What the exercise asks: Your answer must be an exact transcription of the data, with every picture omitted.

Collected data
· · · · · · ·

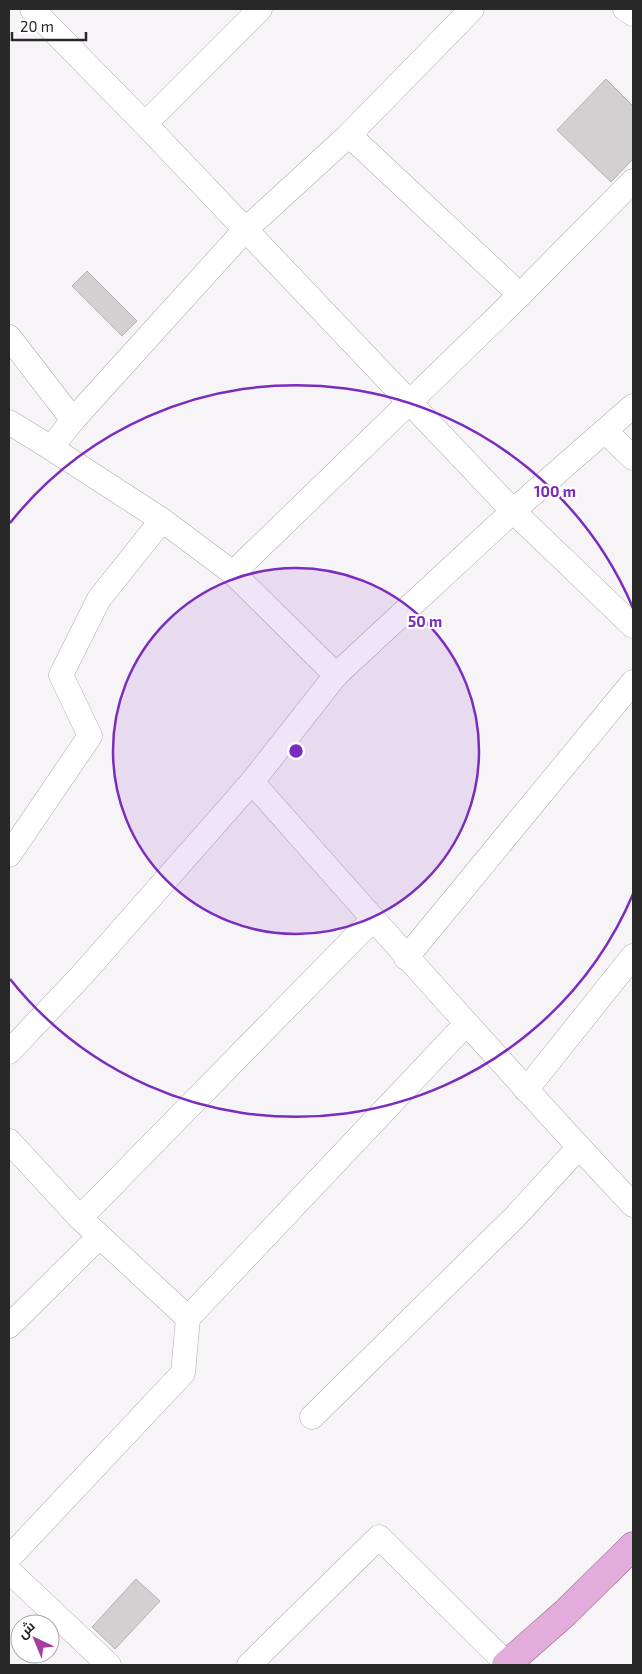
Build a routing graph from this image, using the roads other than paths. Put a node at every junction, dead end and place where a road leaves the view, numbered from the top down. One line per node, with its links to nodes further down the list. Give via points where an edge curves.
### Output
1 (32, 9): 6 (street)
2 (472, 9): 7 (street)
3 (625, 9): 5 (street)
4 (246, 13): 6 (street)
5 (633, 14)
6 (145, 124): 9 (street)
7 (349, 135): 9 (street); 10 (street)
8 (633, 181): 10 (street)
9 (245, 230): 12 (street); 14 (street)
10 (520, 295): 12 (street)
11 (9, 337): 14 (street)
12 (408, 402): 19 (street); 21 (street)
13 (633, 406): 16 (street)
14 (73, 420): 17 (street)
15 (9, 422): 17 (street)
16 (605, 431): 18 (street); 19 (street)
17 (51, 448): 20 (street)
18 (633, 458)
19 (513, 511): 22 (street); 23 (street)
20 (162, 520): 21 (street); 26 (street, via 99,598 61,675 90,736)
21 (233, 573): 23 (street)
22 (633, 626)
23 (336, 675): 25 (street)
24 (633, 682): 29 (street)
25 (252, 782): 27 (street); 31 (street, via 82,975)
26 (9, 855)
27 (373, 919): 29 (street); 36 (street)
28 (633, 956): 32 (street)
29 (406, 958): 30 (street)
30 (466, 1024): 32 (street); 38 (street)
31 (9, 1052)
32 (526, 1090): 34 (street)
33 (9, 1141): 36 (street)
34 (579, 1147): 35 (street); 40 (street, via 515,1216)
35 (633, 1205)
36 (80, 1218): 37 (street)
37 (99, 1236): 38 (street); 39 (street)
38 (188, 1318): 42 (street, via 183,1373)
39 (9, 1326)
40 (312, 1417)
41 (633, 1546): 46 (main road, via 565,1614)
42 (9, 1558)
43 (9, 1571): 44 (street)
44 (109, 1665)
45 (249, 1665): 46 (street, via 379,1537)
46 (506, 1665)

· · · · · · ·

Answer to the exercise:
Build a routing graph from this image, using the roads other than paths. Put a node at every junction, dead end and place where a road leaves the view, numbered from the top down. One line per node, with its links to nodes further down the list. Give via points where an edge curves.
### Output
1 (32, 9): 6 (street)
2 (472, 9): 7 (street)
3 (625, 9): 5 (street)
4 (246, 13): 6 (street)
5 (633, 14)
6 (145, 124): 9 (street)
7 (349, 135): 9 (street); 10 (street)
8 (633, 181): 10 (street)
9 (245, 230): 12 (street); 14 (street)
10 (520, 295): 12 (street)
11 (9, 337): 14 (street)
12 (408, 402): 19 (street); 21 (street)
13 (633, 406): 16 (street)
14 (73, 420): 17 (street)
15 (9, 422): 17 (street)
16 (605, 431): 18 (street); 19 (street)
17 (51, 448): 20 (street)
18 (633, 458)
19 (513, 511): 22 (street); 23 (street)
20 (162, 520): 21 (street); 26 (street, via 99,598 61,675 90,736)
21 (233, 573): 23 (street)
22 (633, 626)
23 (336, 675): 25 (street)
24 (633, 682): 29 (street)
25 (252, 782): 27 (street); 31 (street, via 82,975)
26 (9, 855)
27 (373, 919): 29 (street); 36 (street)
28 (633, 956): 32 (street)
29 (406, 958): 30 (street)
30 (466, 1024): 32 (street); 38 (street)
31 (9, 1052)
32 (526, 1090): 34 (street)
33 (9, 1141): 36 (street)
34 (579, 1147): 35 (street); 40 (street, via 515,1216)
35 (633, 1205)
36 (80, 1218): 37 (street)
37 (99, 1236): 38 (street); 39 (street)
38 (188, 1318): 42 (street, via 183,1373)
39 (9, 1326)
40 (312, 1417)
41 (633, 1546): 46 (main road, via 565,1614)
42 (9, 1558)
43 (9, 1571): 44 (street)
44 (109, 1665)
45 (249, 1665): 46 (street, via 379,1537)
46 (506, 1665)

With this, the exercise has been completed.